A bit more searching later, and I find the one 4.3 'native' binary (shouldn't there be two? The PDO and the native version?) - I install the native binary anyway, but it doesn't work. Of course. PHP thinks there's no database access at all.

This is a challenge. I find the sources for the driver and download them, but they don't come with instructions. And don't compile properly if I just try the obvious.

Okay. The driver is a PHP extension, I'll lookup how to build PHP extensions in general - that's likely a clue.

The recommendation is, that one build PHP before one builds extensions. And for my version, PHP 7.0, if you are building under Windows instead of Linux, you will need Microsoft Visual C/C++ 2015 or later (Note: I already have two previous versions of Visual Studio cluttering my hard drive, I don't want a third). Why does it need Microsoft tools (as opposed to MingW), and why that version? Apparently because it was developed by people at Microsoft, who are familiar with SQL Server, and of course they use the latest and greatest.

Did I mention that I'm stubborn?

After some modifications to the include files and two source files, I get it through the compile phase of Visual C/C++ 2010, but the link fails with an unknown link option "-FitObjData".

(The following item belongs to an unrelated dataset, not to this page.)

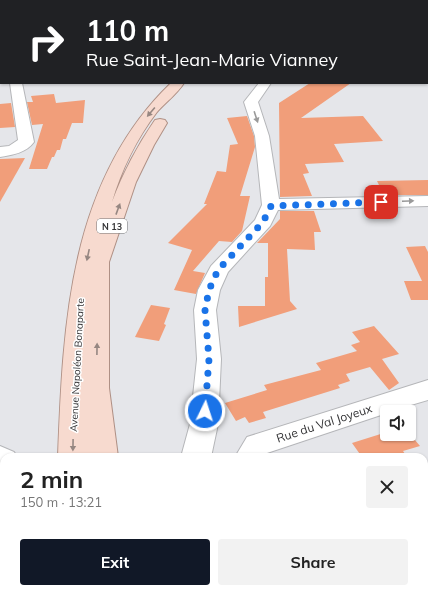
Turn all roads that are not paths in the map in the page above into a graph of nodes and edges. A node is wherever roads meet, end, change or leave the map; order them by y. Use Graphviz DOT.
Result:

One of the things I had to change to get it to compile, was a misuse of the ALLOCA_FLAG() macro - something that could overwrite things on the stack and cause random problems precisely like the one observed. I should probably notify the PHP developers about that.

So, none of the build files passes this "-FitObjData" anywhere. It must be an implicit flag of some sort. A search online shows first that this occurs when you use newer libraries with an older linker. Recommended solution is to use the same compiler for both. Hmmm. The libraries are provided, and it would take days or weeks to get all of their sources and recompile them all for this. A bit more searching, and somewhere, someone mentions "inlining" in connection with this linker problem, and that they gave up, too. Aha! Inlining is an optimization. If I set it up for debugging, then optimizations should be turned off, and maybe that will get rid of the problem.

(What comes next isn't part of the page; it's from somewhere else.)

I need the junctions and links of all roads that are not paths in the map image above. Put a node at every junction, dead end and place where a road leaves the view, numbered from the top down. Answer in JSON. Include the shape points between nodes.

It does. But now it's having trouble with doubly-defined functions and missing functions, related to vsprintf(). Oh, no. I've run into this kind of problem before, when I was working on embedded software. I ended up rolling my own vsprintf() equivalent, because all the different vsprintf()s are incompatible depending on your compiler options and dangerous to mix-and-match. It is time to give up on this path.

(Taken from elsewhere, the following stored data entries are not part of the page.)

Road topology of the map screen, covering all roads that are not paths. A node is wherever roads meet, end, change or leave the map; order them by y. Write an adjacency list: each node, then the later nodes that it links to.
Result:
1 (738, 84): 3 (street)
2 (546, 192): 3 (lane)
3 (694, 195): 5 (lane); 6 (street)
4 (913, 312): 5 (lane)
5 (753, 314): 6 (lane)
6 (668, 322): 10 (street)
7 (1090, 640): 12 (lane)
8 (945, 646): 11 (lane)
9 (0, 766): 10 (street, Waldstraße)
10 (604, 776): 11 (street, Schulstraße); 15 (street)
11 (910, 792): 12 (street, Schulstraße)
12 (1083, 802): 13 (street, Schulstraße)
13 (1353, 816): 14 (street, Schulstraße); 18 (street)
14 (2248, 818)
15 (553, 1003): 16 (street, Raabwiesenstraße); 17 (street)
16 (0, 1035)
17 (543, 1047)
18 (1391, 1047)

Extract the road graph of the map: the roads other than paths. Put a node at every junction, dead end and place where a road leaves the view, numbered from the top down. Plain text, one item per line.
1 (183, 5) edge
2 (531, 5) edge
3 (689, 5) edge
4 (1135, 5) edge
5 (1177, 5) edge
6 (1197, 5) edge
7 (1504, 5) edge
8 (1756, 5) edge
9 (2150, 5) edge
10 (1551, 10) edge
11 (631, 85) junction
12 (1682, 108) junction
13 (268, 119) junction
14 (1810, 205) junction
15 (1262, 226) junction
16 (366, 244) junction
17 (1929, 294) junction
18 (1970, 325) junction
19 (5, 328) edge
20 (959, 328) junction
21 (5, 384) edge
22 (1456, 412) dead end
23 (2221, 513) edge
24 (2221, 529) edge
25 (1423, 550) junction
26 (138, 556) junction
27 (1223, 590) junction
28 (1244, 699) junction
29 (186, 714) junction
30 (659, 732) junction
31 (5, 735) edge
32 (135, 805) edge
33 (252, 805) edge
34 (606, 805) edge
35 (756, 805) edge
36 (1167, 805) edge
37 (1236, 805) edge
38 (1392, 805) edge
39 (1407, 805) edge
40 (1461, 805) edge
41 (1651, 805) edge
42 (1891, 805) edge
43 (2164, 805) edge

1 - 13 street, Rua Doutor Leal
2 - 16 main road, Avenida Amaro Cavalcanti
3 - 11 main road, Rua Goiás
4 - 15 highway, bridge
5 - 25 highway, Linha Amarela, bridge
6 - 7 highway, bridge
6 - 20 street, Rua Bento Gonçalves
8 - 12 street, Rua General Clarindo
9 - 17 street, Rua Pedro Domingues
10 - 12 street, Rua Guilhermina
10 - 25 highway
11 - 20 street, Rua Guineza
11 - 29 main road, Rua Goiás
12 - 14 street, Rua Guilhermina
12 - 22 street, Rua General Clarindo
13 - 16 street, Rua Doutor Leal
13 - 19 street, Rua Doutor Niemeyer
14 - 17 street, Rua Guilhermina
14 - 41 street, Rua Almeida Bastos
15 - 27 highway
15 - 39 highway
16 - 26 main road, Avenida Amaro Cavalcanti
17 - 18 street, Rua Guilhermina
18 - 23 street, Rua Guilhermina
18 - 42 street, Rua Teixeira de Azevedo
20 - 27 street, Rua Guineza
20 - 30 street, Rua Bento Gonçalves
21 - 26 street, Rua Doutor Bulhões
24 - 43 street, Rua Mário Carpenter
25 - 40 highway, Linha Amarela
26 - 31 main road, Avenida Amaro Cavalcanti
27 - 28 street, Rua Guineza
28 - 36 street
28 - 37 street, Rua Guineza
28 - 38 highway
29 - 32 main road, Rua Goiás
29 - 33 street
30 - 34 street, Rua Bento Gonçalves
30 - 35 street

So, I go and install MySQL? You don't know me very well.

No, I'm going to compile PHP, even if I have to bite the bullet and install Visual Studio 2015. A couple hours later, I've signed up for some free developer stuff from Microsoft and have started the install for the free version of Visual Studio 2015. The installation takes a couple hours, and the installation of the Windows 10 SDK fails, but the rest appears to work.

So, this is the recommended toolset with everything setup exactly as recommended in the instructions. Everything should just work, right?

Ha.

A clean build of the default configuration tells me: "fatal error C1007: unrecognized flag '-FitObjData' in 'p2'", just as before. That isn't supposed to happen - I have the new tools! Well, what worked once may work again - activate debug build!

The debug version tells me: lots of trouble with missing vsprintf() functions again! Verfluchte ... Wait a sec. It's "php7ts_debug.dll" is missing these functions - that's the thread safe version. Despite thread-safe being, well, safer, I know that the standard version is non-thread-safe. Time to rebuild!

The non-thread safe and debug version tells me: vsprintf() functions are still missing.

It's been over two days now. I've got things to get done. I don't have time for this crap anymore. I'm going to install Joomla using the debugger to set "stdclass to "stdClass" and move on. For now.